High Representative Jose Puborel promoted the coordination of relations with Moscow.
Response, restraint, dialogue: It was around this triptych that Josep Borrell, the EU’s High Representative for Foreign Policy, clarified “strategy” The head of state and government asked him to define the relationship with Russia for the next discussion. A complex exercise will be included in the European Council’s menu from June 24 to 25.
Mr. Borrell, faced with one of these apparently impossible tasks under the responsibility of the EU Foreign Policy Coordinator, he apparently wanted to add a fourth verb, namely “unity” to his proposal. When introducing the text, in Brussels. Because its recommendations must be explained in detail and translated into action after unanimous voting. “If member states approve them, they will have to implement them instead of letting Russia divide us, The Spanish manager insisted. Unfortunately, we cannot always find unity”, He added, be educated by the lessons of the past.
For political, economic, strategic, or energy reasons, it is difficult for 27 people to speak in one voice in front of Moscow, unless the Russian power actually surpassed the “red line” in terms of human rights violations, international law or large-scale False information action. “Russia does not want to discuss with the EU. It prefers to have a direct dialogue with some of its members, while some members want to act alone., Also expressed regret to Mr. Borrell.

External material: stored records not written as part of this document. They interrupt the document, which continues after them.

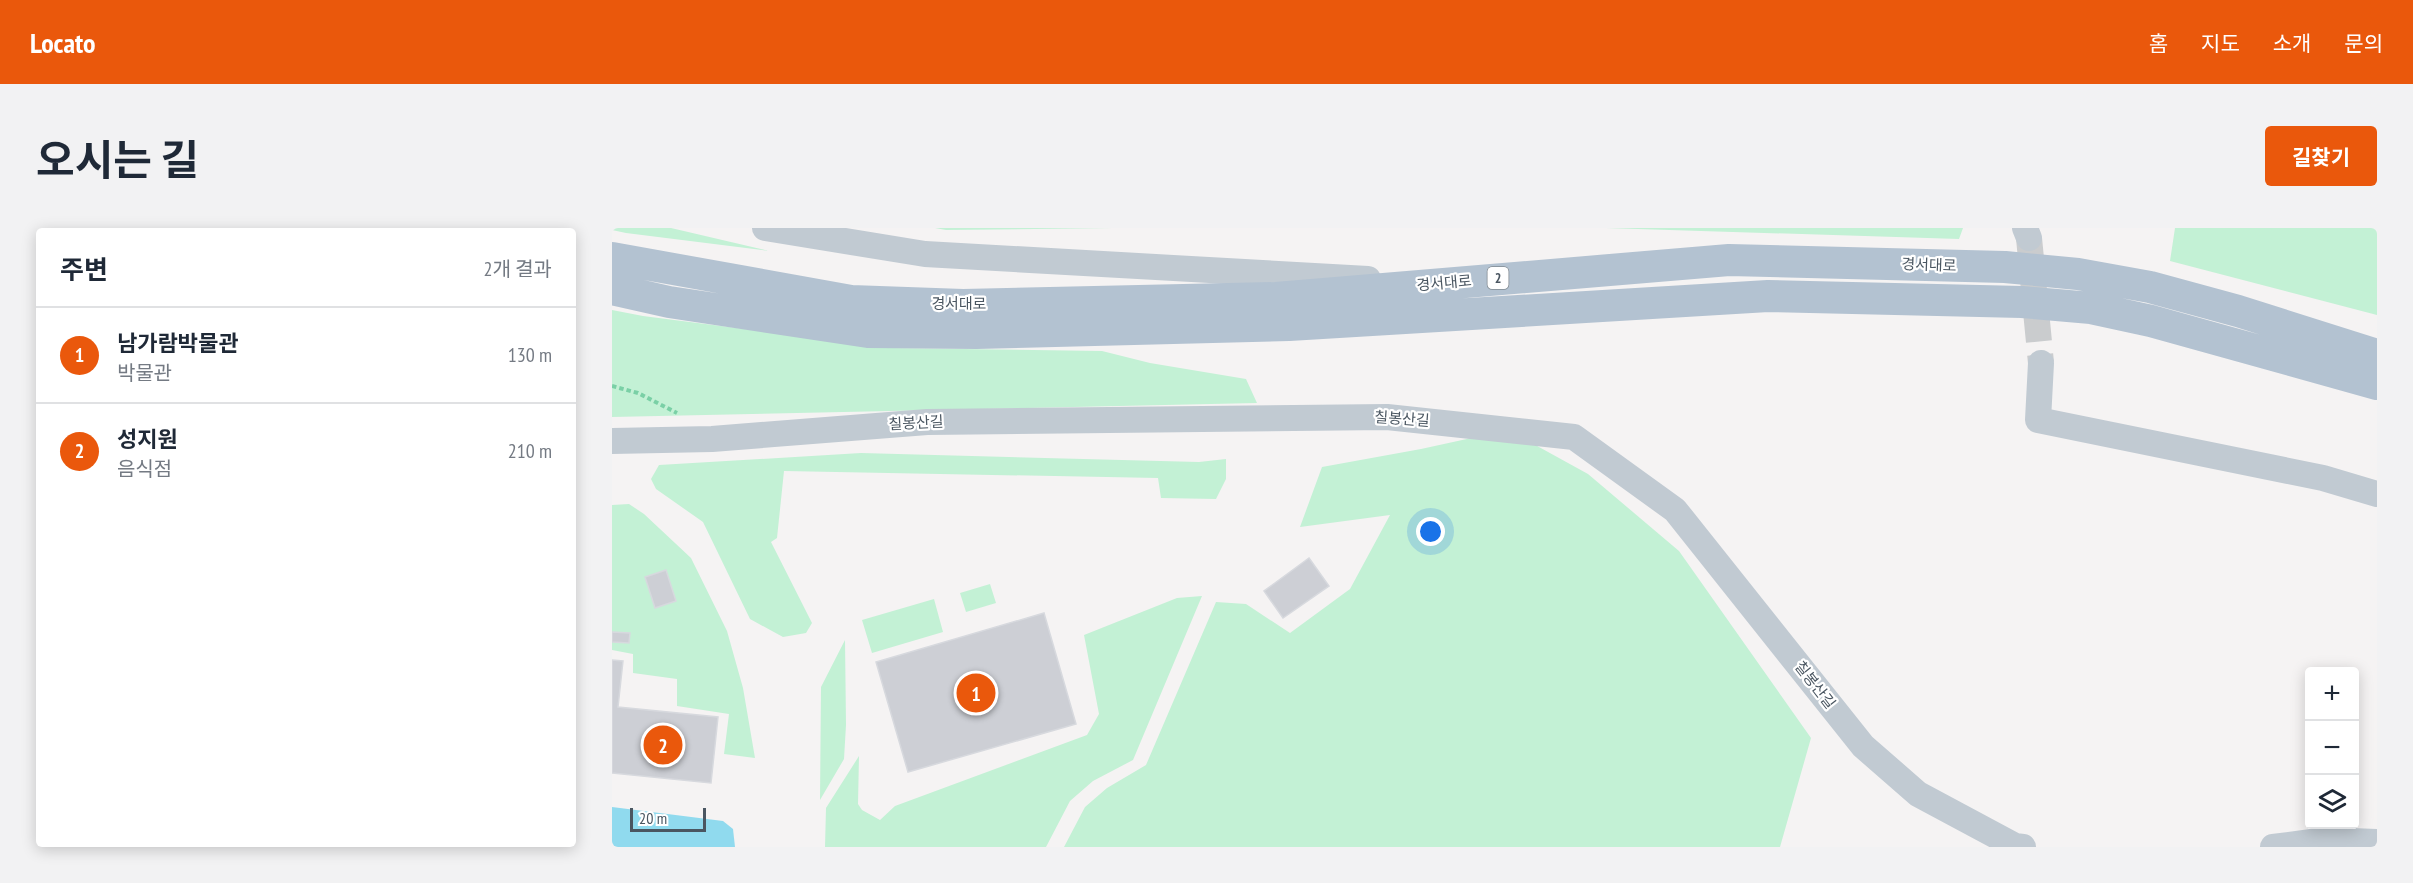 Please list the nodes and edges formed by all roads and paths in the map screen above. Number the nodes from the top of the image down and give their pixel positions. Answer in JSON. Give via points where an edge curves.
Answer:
{"nodes":[{"id":1,"x":765,"y":228,"type":"edge"},
{"id":2,"x":612,"y":258,"type":"edge"},
{"id":3,"x":1443,"y":283,"type":"junction"},
{"id":4,"x":612,"y":289,"type":"edge"},
{"id":5,"x":2377,"y":355,"type":"edge"},
{"id":6,"x":2041,"y":363,"type":"tunnel mouth"},
{"id":7,"x":2377,"y":384,"type":"edge"},
{"id":8,"x":612,"y":386,"type":"edge"},
{"id":9,"x":686,"y":418,"type":"dead end"},
{"id":10,"x":612,"y":441,"type":"edge"},
{"id":11,"x":2377,"y":494,"type":"edge"},
{"id":12,"x":2377,"y":843,"type":"edge"},
{"id":13,"x":2023,"y":847,"type":"edge"},
{"id":14,"x":2273,"y":847,"type":"edge"}],
"edges":[{"from":1,"to":3,"type":"street","via":[[925,254]]},
{"from":2,"to":3,"type":"main road","name":"경서대로","number":"2","via":[[851,301],[952,304],[1275,298]]},
{"from":3,"to":5,"type":"main road","name":"경서대로","number":"2","via":[[1729,260],[2005,267],[2078,274],[2150,287]]},
{"from":4,"to":7,"type":"main road","name":"경서대로","number":"2","via":[[669,302],[868,332],[965,333],[1289,325],[1768,296],[2022,302],[2091,309],[2151,321]]},
{"from":6,"to":11,"type":"street","via":[[2038,420],[2324,478]]},
{"from":8,"to":9,"type":"path","via":[[638,393]]},
{"from":10,"to":13,"type":"street","name":"칠봉산길","via":[[712,439],[927,422],[1387,417],[1575,437],[1675,510],[1863,746],[1918,794],[2014,846]]},
{"from":12,"to":14,"type":"street","via":[[2326,840]]}]} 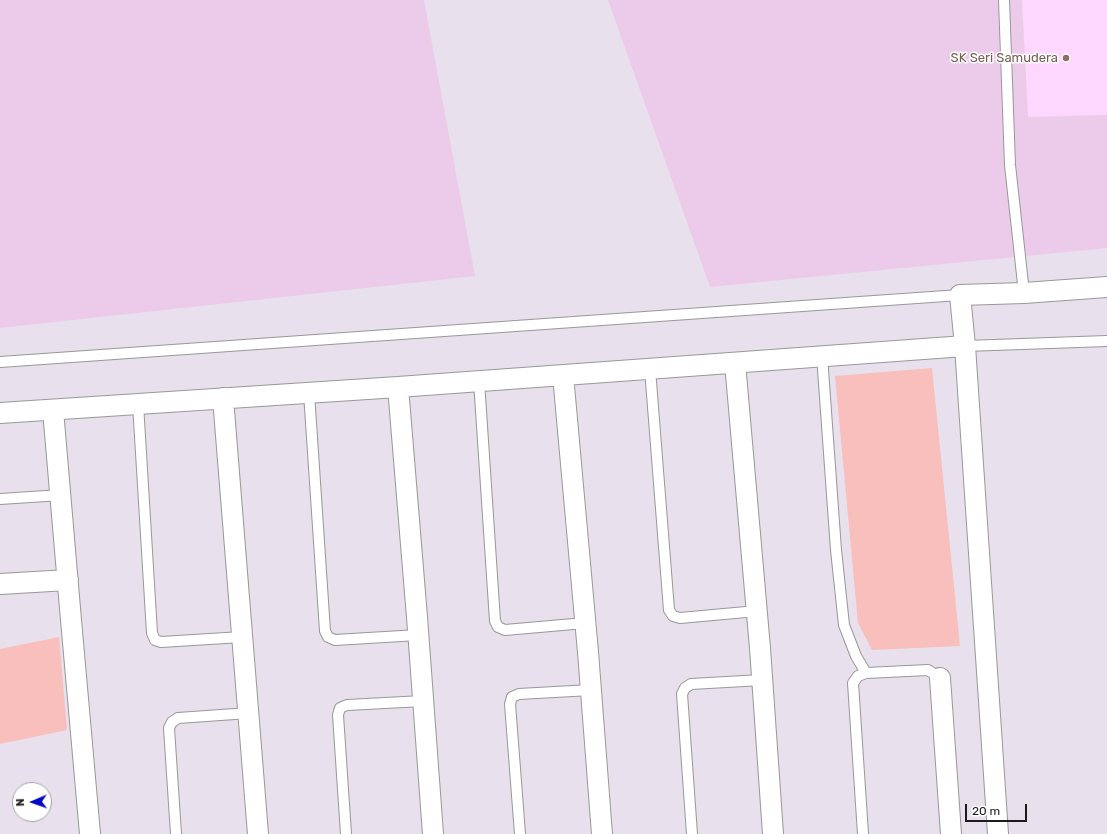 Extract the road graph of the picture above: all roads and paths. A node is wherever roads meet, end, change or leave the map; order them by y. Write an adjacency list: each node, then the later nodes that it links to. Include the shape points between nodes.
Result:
1 (1004, 0): 3 (lane, via 1010,165)
2 (1107, 287): 3 (street)
3 (1024, 292): 4 (street)
4 (960, 296): 6 (street); 8 (lane)
5 (1107, 340): 6 (lane)
6 (965, 346): 7 (street); 44 (street)
7 (822, 356): 9 (street); 27 (lane, via 844,625 856,656)
8 (0, 362)
9 (735, 363): 10 (street); 23 (street)
10 (650, 369): 11 (street); 23 (lane, via 670,610 673,616 680,618)
11 (563, 375): 12 (street); 24 (street)
12 (479, 381): 13 (street); 24 (lane, via 495,621 498,627 505,630)
13 (398, 387): 14 (street); 25 (street)
14 (309, 393): 15 (street); 25 (lane, via 325,631 328,637 335,640)
15 (223, 398): 16 (street); 26 (street)
16 (138, 404): 17 (street); 26 (lane, via 152,633 155,640 161,642)
17 (54, 410): 18 (street); 19 (street)
18 (0, 413)
19 (61, 495): 20 (lane); 21 (street)
20 (0, 499)
21 (68, 580): 22 (street); 33 (street)
22 (0, 584)
23 (757, 611): 29 (street)
24 (585, 623): 30 (street)
25 (418, 635): 31 (street)
26 (242, 637): 32 (street)
27 (866, 673): 28 (lane, via 928,670); 42 (lane, via 858,676 853,684)
28 (940, 678): 43 (street)
29 (762, 680): 40 (lane, via 691,684 682,694); 41 (street)
30 (591, 690): 38 (lane, via 519,694 512,697 510,704); 39 (street)
31 (423, 701): 36 (lane, via 347,705 340,708 338,715); 37 (street)
32 (249, 713): 34 (lane, via 178,718 172,722 169,728); 35 (street)
33 (90, 834)
34 (176, 834)
35 (258, 834)
36 (346, 834)
37 (433, 834)
38 (520, 834)
39 (602, 834)
40 (692, 834)
41 (772, 834)
42 (863, 834)
43 (951, 834)
44 (998, 834)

In any case, his draft strategy is cautious, and be careful not to immediately target one or the other capital.Even if the re-cooperation with the Kremlin seems to him “Vision”, It does not completely exclude it.He described Russia as “Global Player” “Biggest Neighbor” Member of the alliance and as possible partners in a range of areas of interest to the G-27: climate and environmental policy, the fight against terrorism or international relations, especially considering Russia in Syria, the Black Sea, or in the Iran nuclear agreement. This is also true for large-scale energy policies, as 26% of oil and 40% of natural gas imported into Europe come from Russia.